I'm running a series of linear regressions on a subset of candidate genes using
lmFit(.) from the limma package. Two, hopefully simple questions:
1. I am trying to create a matrix of residuals controlling for another factor (sex) so I can look at the effects of a series of variables in a loop. Does it still make sense to use the
fit <-eBayes(fit), as I've seen recommended?
I ask because I don't entirely understand how eBayes is creating the variance, and whether the 'residuals' in this instance really make sense. I've noticed the unadjusted t- and p-values are slightly different from if I just run a simple linear regression for any given probe.

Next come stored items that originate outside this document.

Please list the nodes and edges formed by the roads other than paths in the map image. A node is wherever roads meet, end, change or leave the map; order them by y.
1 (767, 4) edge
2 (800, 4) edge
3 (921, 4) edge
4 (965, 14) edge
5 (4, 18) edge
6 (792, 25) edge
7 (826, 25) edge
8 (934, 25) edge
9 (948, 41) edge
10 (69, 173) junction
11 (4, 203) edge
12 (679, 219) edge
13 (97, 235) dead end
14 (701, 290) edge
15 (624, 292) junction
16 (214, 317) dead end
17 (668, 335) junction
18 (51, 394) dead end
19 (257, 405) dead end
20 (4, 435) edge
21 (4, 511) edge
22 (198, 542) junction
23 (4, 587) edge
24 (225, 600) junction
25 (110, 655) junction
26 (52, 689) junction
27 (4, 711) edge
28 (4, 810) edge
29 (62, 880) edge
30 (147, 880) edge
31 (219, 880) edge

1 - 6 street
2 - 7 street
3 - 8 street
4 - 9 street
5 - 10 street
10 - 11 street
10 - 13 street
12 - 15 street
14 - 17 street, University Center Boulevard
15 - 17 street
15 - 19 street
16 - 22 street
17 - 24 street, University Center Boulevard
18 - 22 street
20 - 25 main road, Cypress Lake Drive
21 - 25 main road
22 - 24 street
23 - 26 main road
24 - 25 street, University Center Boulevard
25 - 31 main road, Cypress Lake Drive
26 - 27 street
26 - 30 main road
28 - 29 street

2. Assuming I can proceed with the above residuals and have run my analyses using the residuals matrix, I print the top results. I have some options for
coef(.). I've read the manual but am still a bit confused. Is the first coefficient (1) the intercept? If I am interested variable x, should I simply ask for the second coefficient (2). If I put
coef(1, 2), I get quite different p-values than with
coef(2)alone, with important effects on the significance of the adjusted p-values.
3. Finally, if I am interested in the relationship between methylation and a variable with several levels (i.e. low, medium, high, very high), how ask the basic question "are the levels different", without asking "is low different from medium/high/very high", a la anova?
Hope these are not overly trivial questions and are helpful to someone else.